利用該方法對蘭州市場銷售的500批次畜禽肉、牛奶和雞蛋進行檢驗,共有11批豬肉樣品檢出磺胺二甲嘧啶,選取其中1批豬肉,使用國標方法和本方法同時檢測,結果見表5,GB/T 21316-2007檢出限較高,結果為未檢出,農業部1025號公告-23-2008和本試驗方法檢測值的相對誤差為7.5%,該方法簡化了國標的前處理方法,操作簡單,靈敏度高,適用于動物源食品中磺胺類藥物的檢測。

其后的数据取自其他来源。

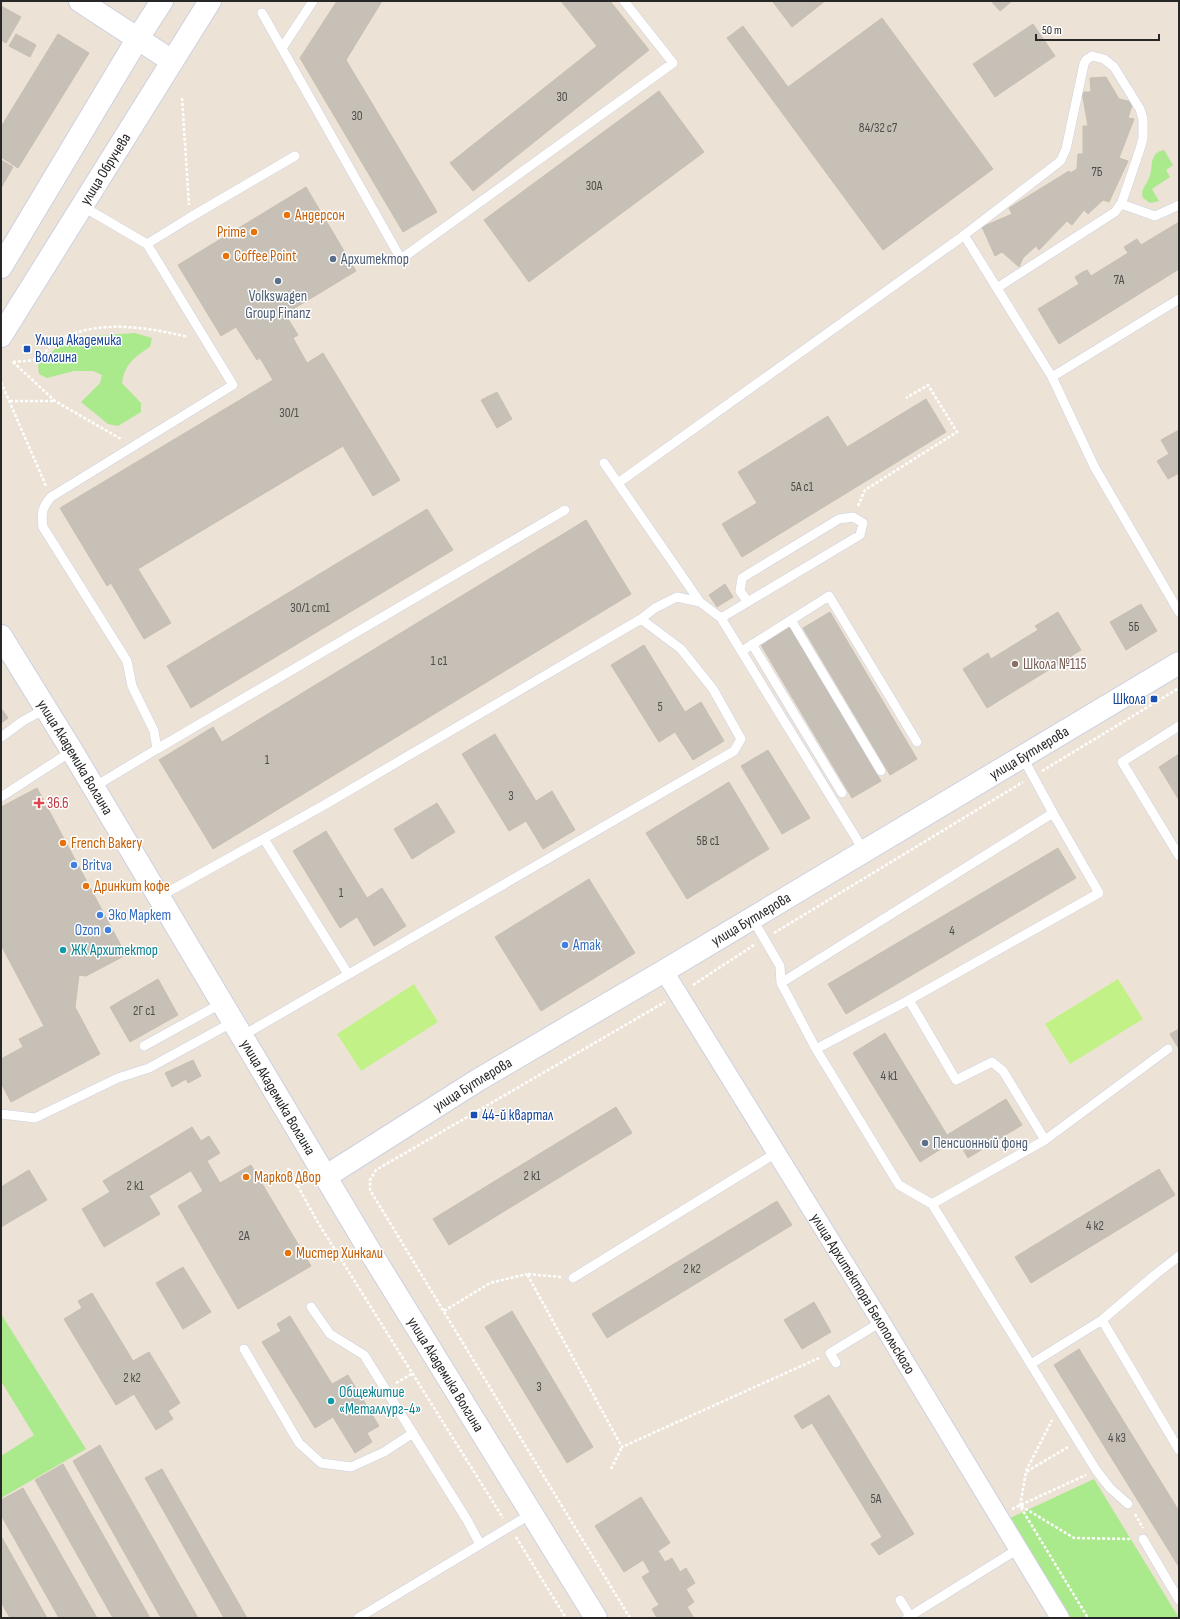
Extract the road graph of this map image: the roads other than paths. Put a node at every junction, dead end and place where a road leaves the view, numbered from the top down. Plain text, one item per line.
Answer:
1 (80, 1) edge
2 (162, 1) edge
3 (210, 1) edge
4 (313, 1) edge
5 (624, 1) edge
6 (262, 13) dead end
7 (138, 38) junction
8 (282, 48) junction
9 (172, 61) junction
10 (295, 156) dead end
11 (1121, 204) junction
12 (1179, 205) edge
13 (82, 206) junction
14 (964, 235) junction
15 (147, 244) junction
16 (1, 267) edge
17 (997, 288) junction
18 (1179, 299) edge
19 (1, 336) edge
20 (1052, 377) junction
21 (604, 463) dead end
22 (618, 483) junction
23 (565, 510) dead end
24 (700, 602) junction
25 (748, 602) junction
26 (1179, 612) edge
27 (722, 618) junction
28 (641, 619) junction
29 (791, 620) junction
30 (1, 636) edge
31 (752, 644) junction
32 (742, 651) junction
33 (1179, 663) edge
34 (46, 708) junction
35 (1179, 726) edge
36 (1, 737) edge
37 (917, 742) dead end
38 (156, 749) junction
39 (72, 751) junction
40 (1022, 756) junction
41 (881, 771) dead end
42 (94, 787) junction
43 (842, 793) dead end
44 (1, 797) edge
45 (1053, 813) junction
46 (264, 839) junction
47 (864, 851) junction
48 (1179, 856) edge
49 (159, 897) junction
50 (752, 918) junction
51 (664, 971) junction
52 (348, 974) junction
53 (781, 983) junction
54 (909, 1000) junction
55 (222, 1003) junction
56 (237, 1029) junction
57 (144, 1046) dead end
58 (1168, 1048) dead end
59 (816, 1049) junction
60 (1, 1114) edge
61 (1045, 1140) junction
62 (776, 1153) junction
63 (325, 1177) junction
64 (932, 1204) junction
65 (1179, 1256) edge
66 (574, 1278) road end
67 (311, 1307) dead end
68 (1102, 1320) junction
69 (881, 1322) junction
70 (244, 1349) dead end
71 (836, 1363) dead end
72 (1031, 1364) junction
73 (413, 1433) junction
74 (1179, 1450) edge
75 (1128, 1504) dead end
76 (531, 1514) junction
77 (1143, 1539) road end
78 (480, 1544) junction
79 (1018, 1549) junction
80 (900, 1600) dead end
81 (1179, 1600) edge
82 (909, 1617) edge
83 (358, 1618) edge
84 (596, 1618) edge
85 (1060, 1618) edge

1 - 7 street
2 - 7 street
3 - 9 street, улица Обручева
4 - 8 lane
5 - 8 lane
6 - 8 lane
7 - 9 street
7 - 16 street
9 - 13 street, улица Обручева
10 - 15 lane
11 - 12 lane
11 - 14 lane
11 - 17 lane
13 - 15 lane
13 - 19 street, улица Обручева
14 - 17 lane
14 - 22 lane
15 - 38 lane
17 - 20 lane
18 - 20 lane
20 - 26 lane
21 - 22 lane
22 - 24 lane
23 - 38 lane
24 - 27 lane
24 - 28 lane
25 - 25 lane
25 - 27 lane
27 - 32 lane
28 - 46 lane
28 - 52 lane
29 - 31 lane
29 - 37 lane
29 - 41 lane
30 - 34 street, улица Академика Волгина
31 - 32 lane
31 - 43 lane
32 - 47 lane
33 - 40 street, улица Бутлерова
34 - 36 lane
34 - 39 street, улица Академика Волгина
35 - 48 lane
38 - 42 lane
39 - 42 street, улица Академика Волгина
39 - 44 lane
40 - 45 lane
40 - 47 street, улица Бутлерова
42 - 49 street, улица Академика Волгина
45 - 53 lane
45 - 54 lane
46 - 49 lane
46 - 52 lane
47 - 50 street, улица Бутлерова
49 - 55 street, улица Академика Волгина
50 - 51 street, улица Бутлерова
50 - 53 lane
51 - 62 street, улица Архитектора Белопольского
51 - 63 street, улица Бутлерова
52 - 56 lane
53 - 59 lane
54 - 59 lane
54 - 61 lane
55 - 56 street, улица Академика Волгина
55 - 57 lane
56 - 60 lane
56 - 63 street, улица Академика Волгина
58 - 61 lane
59 - 64 lane
61 - 64 lane
62 - 66 lane
62 - 69 street, улица Архитектора Белопольского
63 - 76 street, улица Академика Волгина
64 - 72 lane
65 - 68 lane
67 - 73 lane
68 - 72 lane
68 - 74 lane
69 - 71 lane
69 - 79 street, улица Архитектора Белопольского
70 - 73 lane
72 - 75 lane
73 - 78 lane
76 - 78 lane
76 - 84 street, улица Академика Волгина
77 - 81 lane
78 - 83 lane
79 - 82 lane
79 - 85 street, улица Архитектора Белопольского
80 - 82 lane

表5 本實驗方法與其他測定肉類食品中磺胺類藥物方法的比較Table 5 Comparison of this method with other methods for the determination of SAs in meat product

3 結論

本實驗采用組織研磨-QuEChERS技術結合三重四極桿液質聯用儀,對動物源性食品中的磺胺類藥物進行分析檢測,方法可行。使用組織研磨儀能夠有效提取目標化合物,具有高通量、重復性好、方法回收率高、節約體力等特點,通過基質效應分析,適用于動物源性食品中磺胺的檢測。動物源性食品基質復雜,組織研磨-QuEChERS技術在檢測低濃度樣品時(低于50 μg/kg)有明顯的基質效益,今后的研究應深入探尋化合物組成與基質效應的關系,部分藥物濃度由低到高,其基質效益由基質增強變為基質抑制,初步推測可能和藥物性質有關,有待進一步研究。